Experimental analysis in our lab has provided a quantitative description of the spatiotemporal pattern of inhibitory synaptic input from the heartbeat central pattern generator (CPG) to segmental motor neurons that drive heartbeat in the medicinal leech. To begin the process of elucidating the relative roles of this pattern of input and motor neuron intrinsic properties and electrical coupling in the elaboration of the heartbeat fictive motor pattern, we constructed a conductance-based ensemble model of all the segmental heart motor neurons and their known synaptic inputs. Our focus was intersegmental and side-to-side coordination of the asymmetric motor pattern: motor neurons on one side fire nearly in synchrony (synchronous coordination), while on the other they fire in a rear-to-front progression (peristaltic coordination). The model reproduces the general trends of the two intersegmental phase relations among motor neurons, but the match with the living system is quantitatively poor, particularly for the peristaltic coordination mode where the phase progression among the segmental motor neurons in the model is only half that observed in the living system.
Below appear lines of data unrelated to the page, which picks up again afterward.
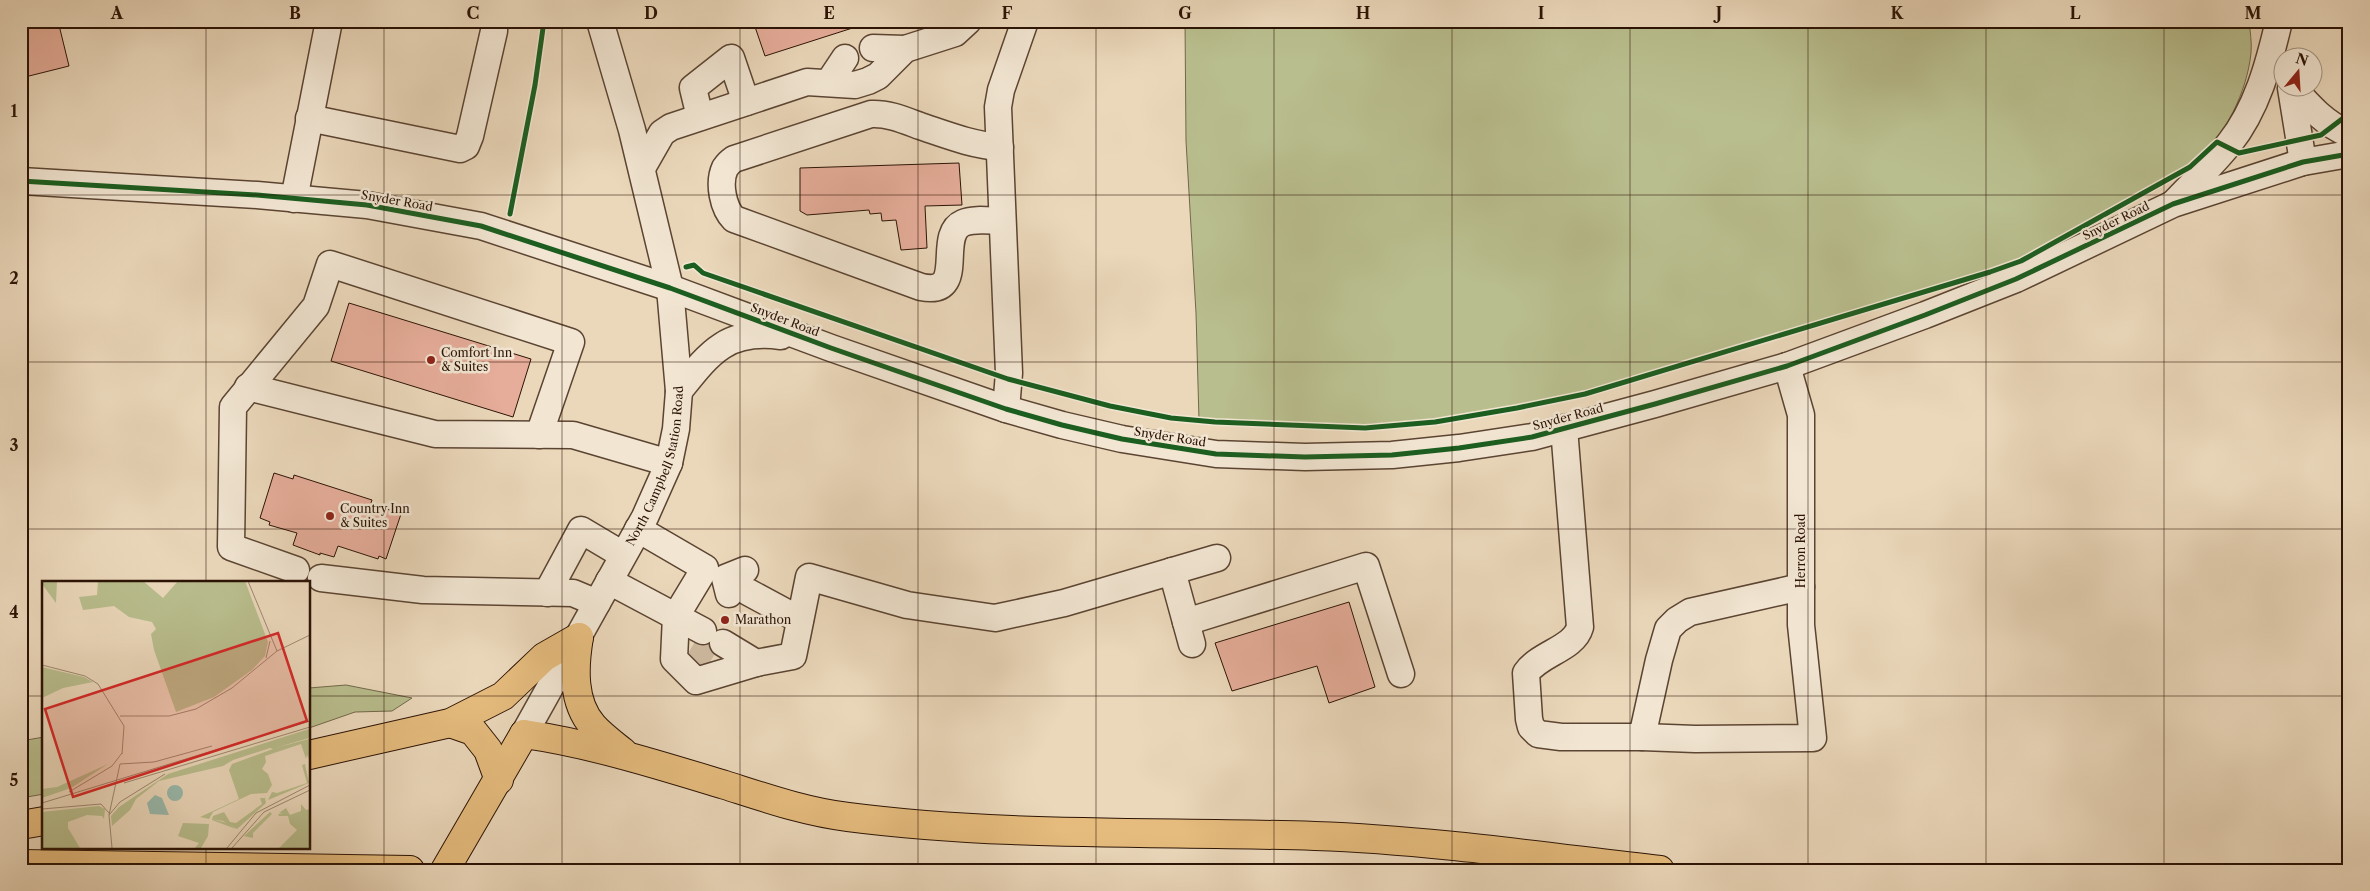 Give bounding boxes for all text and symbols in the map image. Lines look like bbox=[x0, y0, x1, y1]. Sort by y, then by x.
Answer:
text: A bbox=[110, 3, 124, 23]
text: B bbox=[289, 3, 301, 23]
text: C bbox=[467, 3, 479, 23]
text: D bbox=[644, 3, 658, 23]
text: E bbox=[823, 3, 835, 23]
text: F bbox=[1002, 3, 1013, 23]
text: G bbox=[1178, 3, 1192, 23]
text: H bbox=[1356, 3, 1370, 23]
text: I bbox=[1538, 3, 1545, 23]
text: J bbox=[1713, 3, 1722, 23]
text: K bbox=[1891, 3, 1905, 23]
text: L bbox=[2069, 3, 2081, 23]
text: M bbox=[2245, 3, 2262, 23]
north arrow bbox=[2272, 48, 2322, 98]
text: N bbox=[2293, 49, 2311, 70]
text: 1 bbox=[10, 101, 18, 121]
street label: Snyder Road bbox=[360, 187, 435, 214]
street label: Snyder Road bbox=[2080, 198, 2152, 243]
text: 2 bbox=[9, 268, 19, 288]
street label: Snyder Road bbox=[749, 300, 822, 340]
place label: Comfort Inn & Suites bbox=[441, 345, 513, 374]
marker: Comfort Inn & Suites bbox=[425, 354, 437, 366]
street label: North Campbell Station Road bbox=[622, 385, 686, 548]
street label: Snyder Road bbox=[1531, 400, 1605, 433]
street label: Snyder Road bbox=[1133, 423, 1208, 450]
text: 3 bbox=[9, 435, 19, 455]
place label: Country Inn & Suites bbox=[340, 501, 410, 530]
marker: Country Inn & Suites bbox=[324, 510, 336, 522]
street label: Herron Road bbox=[1793, 513, 1808, 588]
inset map bbox=[42, 581, 310, 848]
text: 4 bbox=[9, 602, 19, 622]
place label: Marathon bbox=[735, 612, 792, 627]
marker: Marathon bbox=[719, 614, 731, 626]
text: 5 bbox=[10, 770, 19, 790] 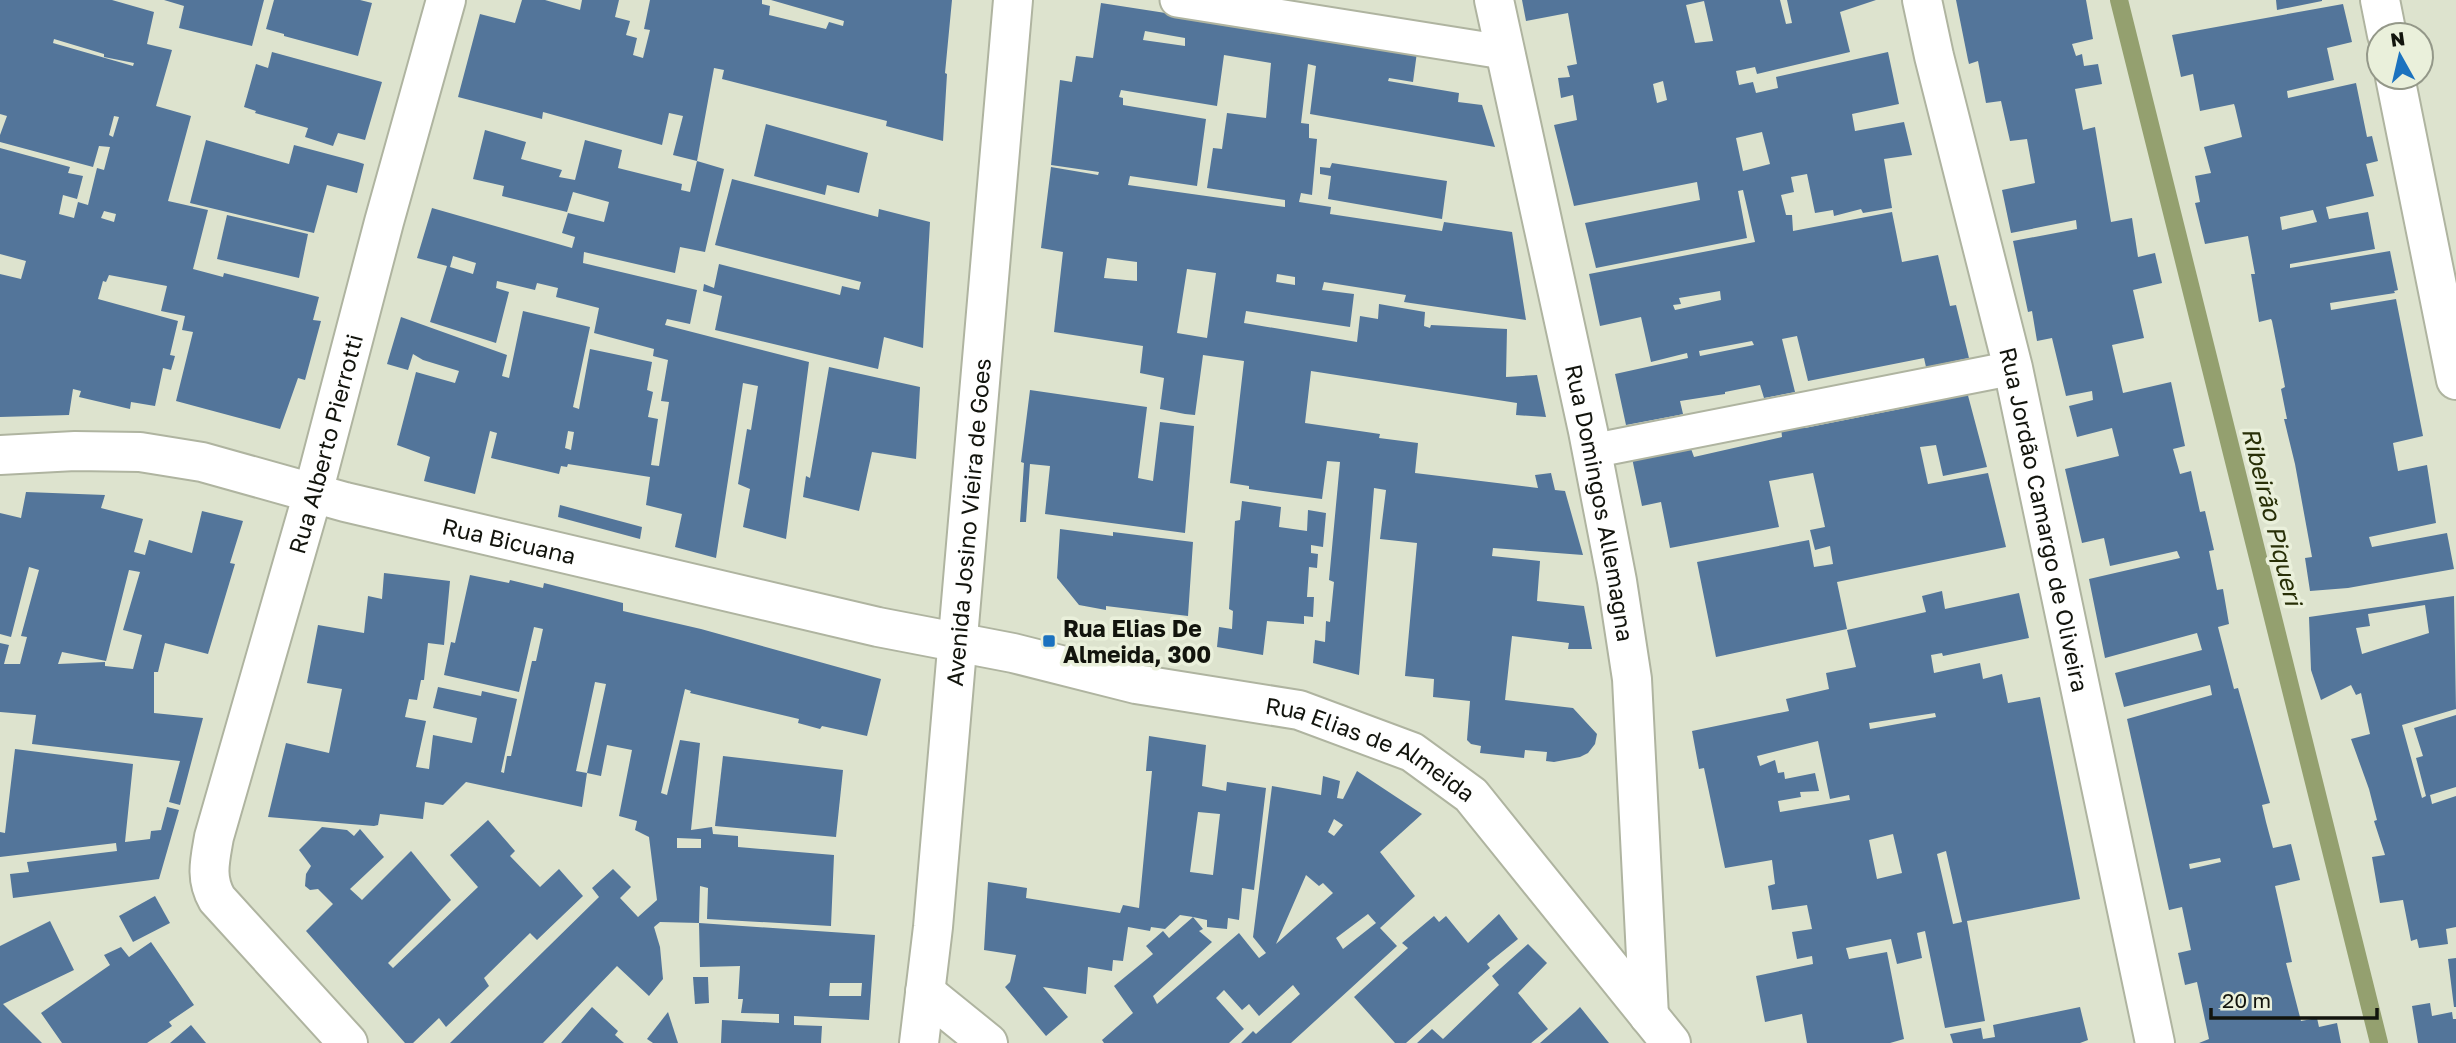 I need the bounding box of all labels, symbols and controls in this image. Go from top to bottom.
north arrow [2365,21,2435,91]
text: N [2389,26,2406,51]
street label: Rua Alberto Pierrotti [282,331,368,557]
street label: Rua Jordão Camargo de Oliveira [1994,344,2095,695]
street label: Avenida Josino Vieira de Goes [940,357,996,688]
street label: Rua Domingos Allemagna [1560,362,1640,643]
water label: Ribeirão Piqueri [2237,424,2310,610]
street label: Rua Bicuana [440,511,579,570]
place label: Rua Elias De Almeida, 300 [1063,614,1211,668]
marker: Rua Elias De Almeida, 300 [1041,633,1057,649]
street label: Rua Elias de Almeida [1263,691,1481,807]
scale bar [2211,976,2377,1020]
text: 20 m [2222,987,2271,1013] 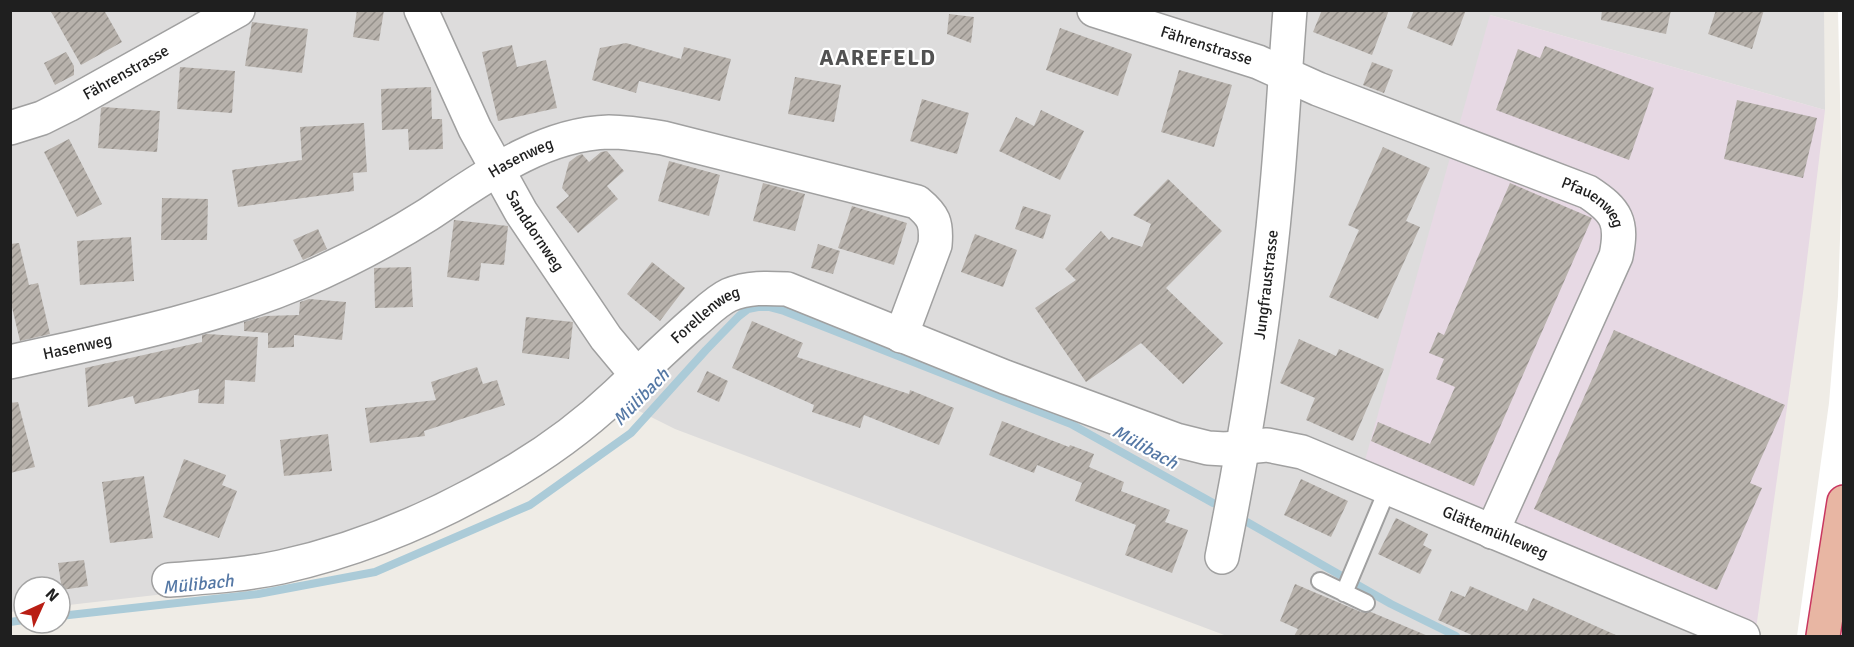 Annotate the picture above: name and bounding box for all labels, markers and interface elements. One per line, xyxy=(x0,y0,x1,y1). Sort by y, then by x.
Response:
street label: Fährenstrasse xyxy=(1158,22,1255,70)
street label: Fährenstrasse xyxy=(79,41,173,105)
district label: AAREFELD xyxy=(820,44,936,71)
street label: Hasenweg xyxy=(485,134,556,183)
street label: Pfauenweg xyxy=(1559,173,1628,230)
street label: Sanddornweg xyxy=(501,187,568,276)
street label: Jungfraustrasse xyxy=(1250,229,1283,341)
street label: Forellenweg xyxy=(667,282,742,348)
street label: Hasenweg xyxy=(41,330,114,364)
water label: Mülibach xyxy=(608,363,675,430)
water label: Mülibach xyxy=(1108,420,1183,474)
street label: Glättemühleweg xyxy=(1439,502,1551,563)
water label: Mülibach xyxy=(161,569,236,599)
north arrow xyxy=(12,575,72,635)
text: N xyxy=(41,584,63,606) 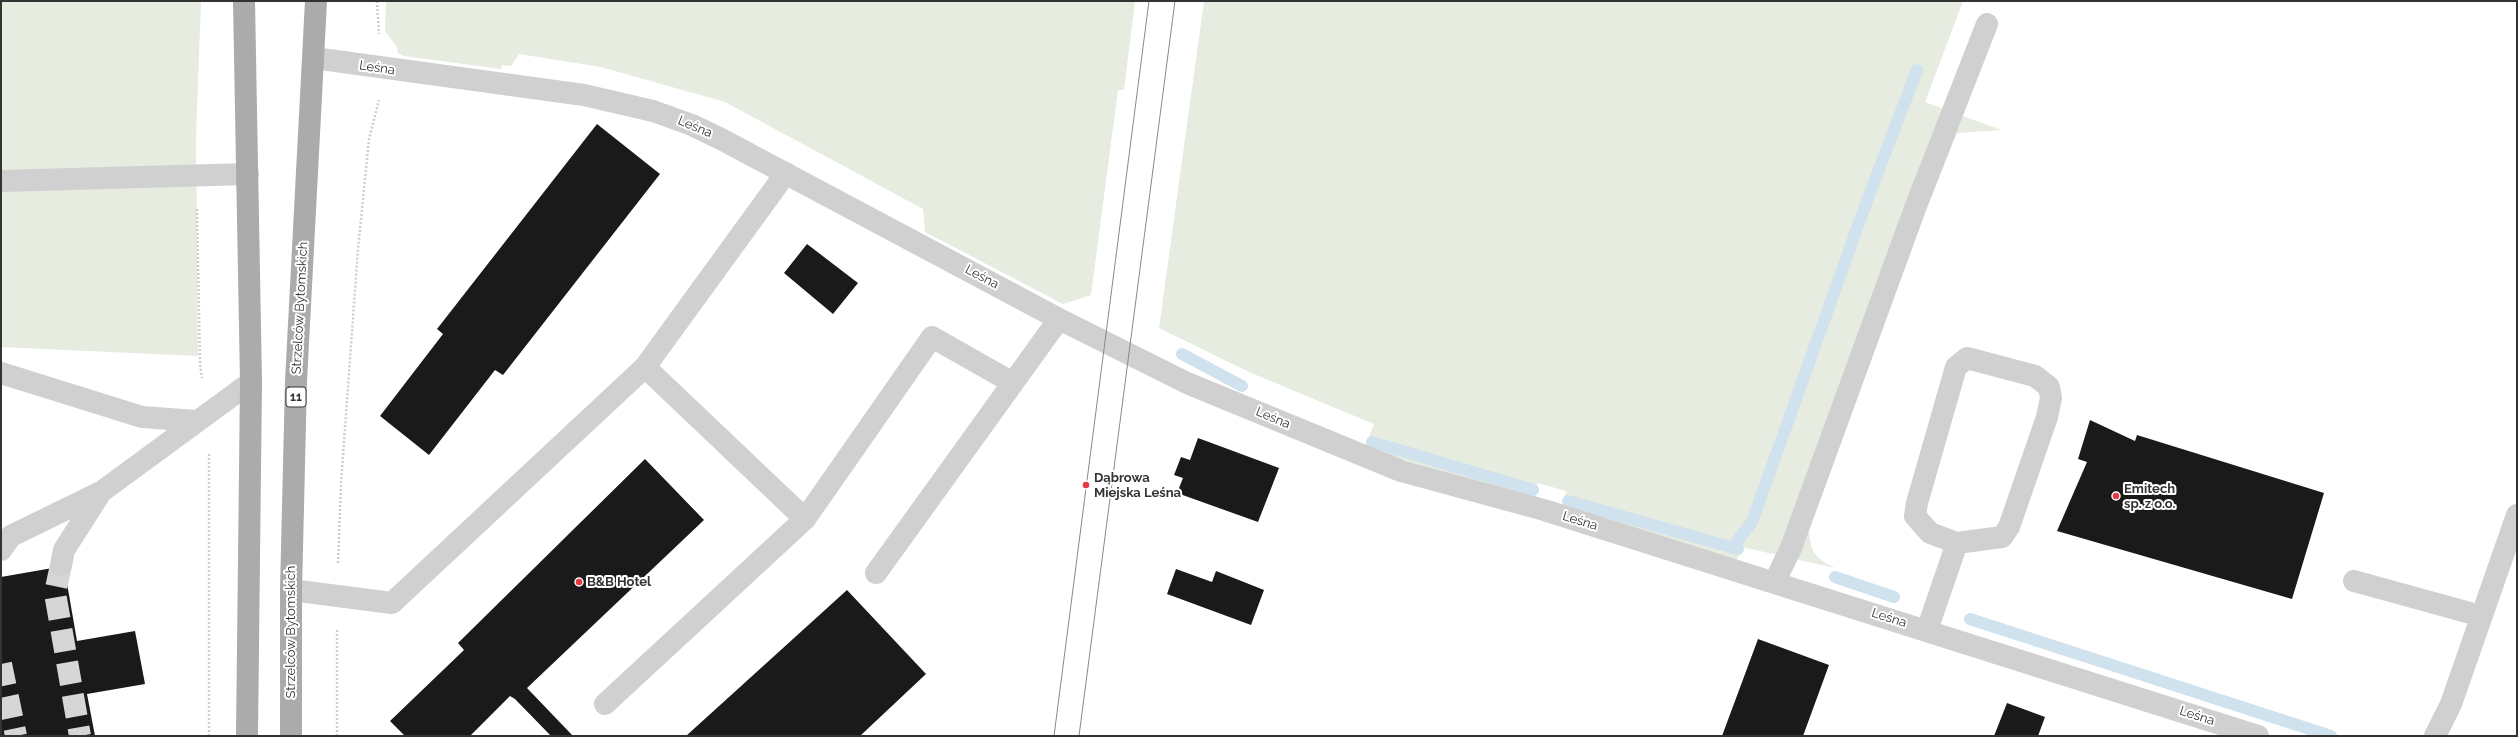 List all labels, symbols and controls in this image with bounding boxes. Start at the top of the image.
street label: Leśna [358,58,396,78]
street label: Leśna [675,113,715,141]
street label: Strzelców Bytomskich [289,241,311,375]
street label: Leśna [962,262,1002,292]
road number: 11 [286,387,306,407]
street label: Leśna [1253,404,1293,432]
place label: Dąbrowa Miejska Leśna [1094,470,1181,501]
marker: Dąbrowa Miejska Leśna [1081,480,1091,490]
place label: Emitech sp. z o.o. [2124,481,2175,512]
marker: Emitech sp. z o.o. [2111,491,2121,501]
street label: Leśna [1561,508,1599,534]
street label: Strzelców Bytomskich [283,566,299,698]
place label: B&B Hotel [587,574,651,590]
marker: B&B Hotel [574,577,584,587]
street label: Leśna [1869,605,1909,631]
street label: Leśna [2177,703,2217,729]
Thus the realistic inputs (experimentally determined) do not produce similarly realistic output in our model.

Modeling experiments, indicate that the most important determinant of the intersegmental and side-to-side phase relations among the heart motor neurons in the model was the spatiotemporal pattern of synaptic inputs, yet phasing was influenced by electrical coupling between the motor neurons in each segment, intersegmental conduction delays in the premotor interneurons, intra-burst synaptic plasticity, and intrinsic membrane currents of the motor neurons.

Understanding the shortcomings of the model required that we establish experimentally the precise timing of motor neuron activity in each segment with respect to CPG activity. This analysis show quantitatively how motor neurons in the model fail to fire at the appropriate time with respect to their synaptic inputs and suggest that the intrinsic properties of the model motor neuron are simplistic.